Можно иронизировать над великой дилеммой, упоминать или нет фамилию партийного секретаря в критическом материале молодёжной газеты, как это было в описываемой автором истории с начинающим литсотрудником калужской газеты Булатом Окуджавой, но очень уж редки случаи, когда нынешние свободные от подобных дилемм журналисты поднимают действительно значимую тему, зря, что называется, в корень.

На смену журналистике, обложенной рогатками, зашоренной, но ответственной не только за слово, но и за его последствия, пришла другая, внешне свободная, но зачастую ещё более сервильная, как об этом пишет Борис Панкин:

«Одеяло оттянули на себя политики и так называемые политологи. Одни действуют сплошь и рядом неуклюже, дилетантски, эгоистически и амбициозно, а другие торопятся объяснить и оправдать их художества. И всем кажется, что вполне можно обойтись без сокровенного слова, замешанного на боли, настоянного на совести, обеспеченного мудростью и опытом. Оно даже мешает, когда все-таки звучит».

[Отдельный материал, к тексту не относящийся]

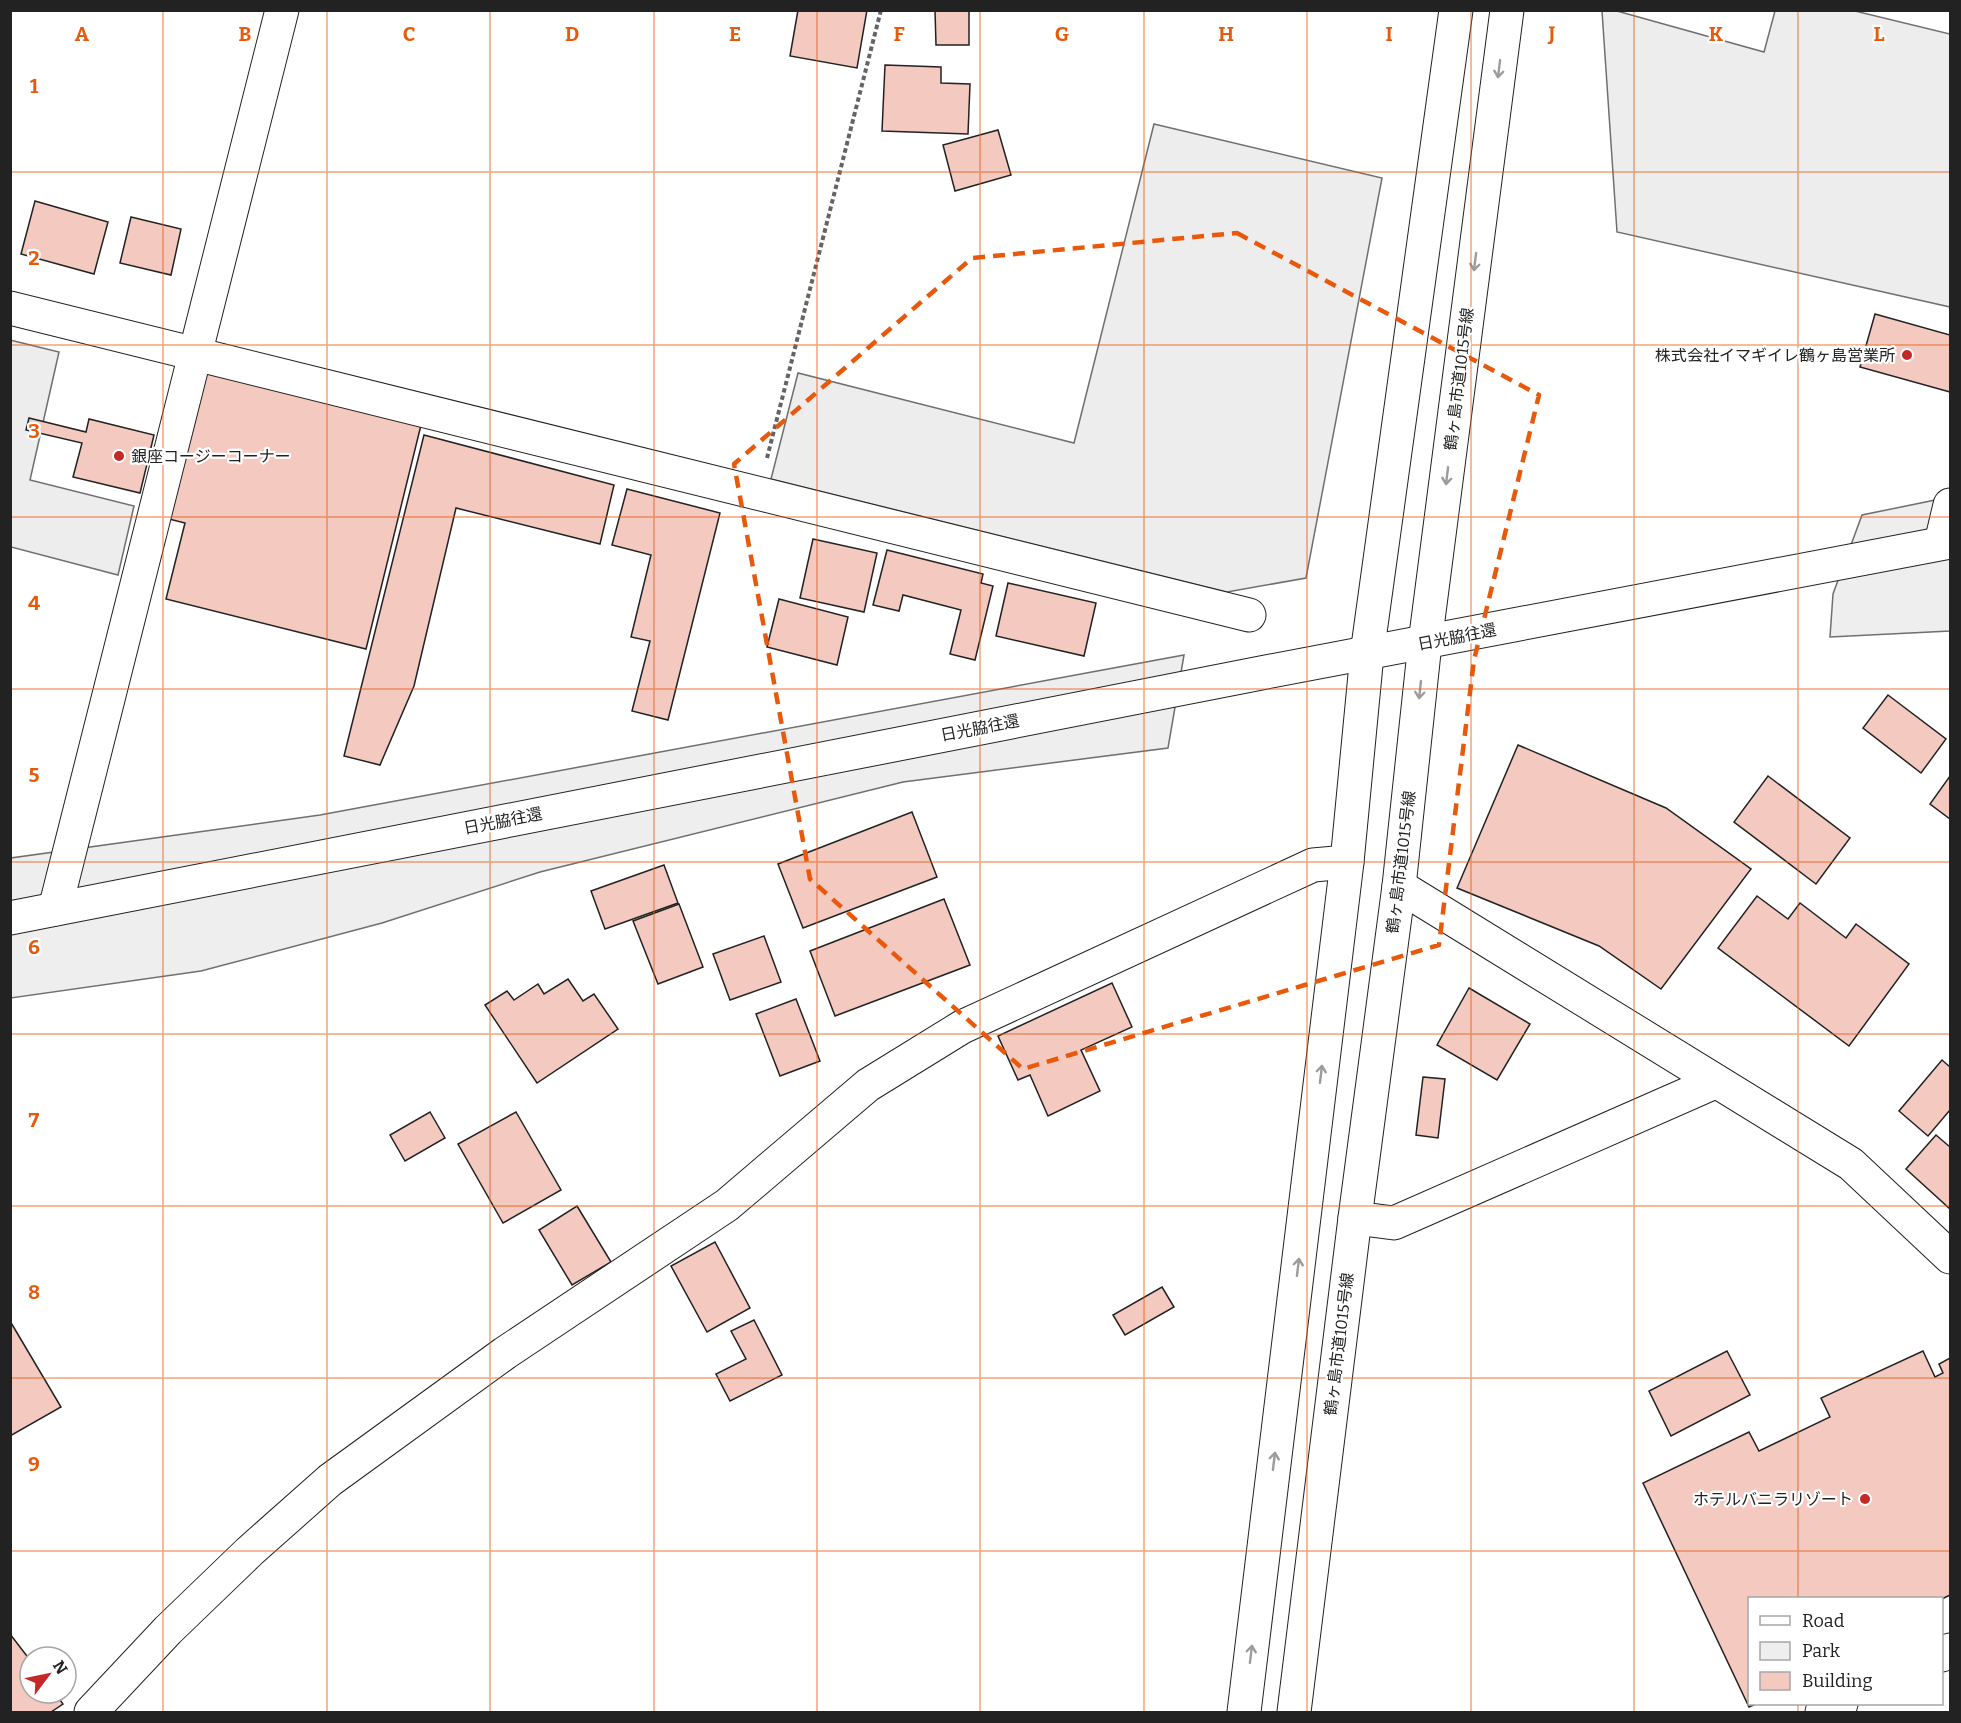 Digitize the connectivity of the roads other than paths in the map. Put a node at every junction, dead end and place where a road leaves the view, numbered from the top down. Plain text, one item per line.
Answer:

И Запад, который в советские времена представлялся носителем свободы и света, оказался далёк от «сияющего града на холме». в том числе и в журналистике. Автор вспоминает интервью, запрошенное обозревателем «Радио Свобода» Владимиром Тольцем, но так и не попавшее в эфир, потому что воззрения собеседника не вместились в жёсткий трафарет, который для него был подготовлен.

«Немало было позже случаев убедиться, что и западному человеку свойственны многие из тех комплексов, предрассудков, фобий, которые мы в своем советском далеке с чисто российским самоедством твердо числили за «совками», отвратительное слово, которое я, кажется, употребляю публично первый раз», — и это слова не только о журналистике, но и о широком окружении посла, а потом и просто частного шведского жителя с громким именем.

Венгерский поэт Антал Гидаш

И напоследок о языке.

В книге он разный. Чуть более официальный, когда речь о встречах в высоких кабинетах, ярче и проще в историях о ярких личностях или о родных и окружении. Но в одном фрагменте о фантастической любви 14-летней девочки Агнессы, дочери венгерского революционера Белы Куна и венгерского же поэта Антала Гидаша, который был на пятнадцать лет старше, и через два года они поженились, и пронесли свои отношения через расстрелы и тюрьму, текст превратился в поэзию:

«Мы увидели их впервые на ступенях парадной лестницы оперного театра. По окончании представления. Долго проталкивались к ним, ведомые за руки быстрым и дерганым Миклошом сквозь нарядную и шумную театральную толпу, но когда приблизились, показалось, что никого вокруг нет — только они двое, очерченные неким исходящим сиянием. Это видение и сейчас стоит у меня перед глазами, хотя привести какие-то детали внешности того и другого в тот момент, честно признаюсь, не могу.

Но думаю, что Агнесса была, как обычно, в одном из своих любимых одноцветных платьев — темно-голубом или ярко-красном scarlet, по-английски, цвет Византии. Длина по моде, которая никогда не устареет — чуть-чуть ниже колен. Стройные, как будто обойденные временем, ноги в телесного цвета чулках и туфлях-лодочках на высоких каблуках. Черные, с блеском, как вороново крыло, волосы, облегающие голову словно туго натянутая резиновая шапочка. Все — для Гидаша. И ухоженные руки с длинными ногтями, над которыми она могла, когда условия позволяли, сидеть часами. И эта всегда одна и та же, и всегда «с иголочки» прическа…. И тот же запах тонких французских духов.

Агнесса уже держала в руках накидку. Точно в тон тому платью, которое на ней было. А Гидаш был в плаще. Тут уж не спутаешь. В его любимом, как мы позднее убедились, и потому единственном темно-синем габардиновом плаще. Я потом увидел его в этом плаще на обложке только что вышедшей книги стихов «Утро весеннее, тополь седой…» Сильный ветер развевает полы этого плаща, застегнутого на одну верхнюю пуговицу, завивает снежным вихрем белый шелковый шарф, треплет непокорную шевелюру».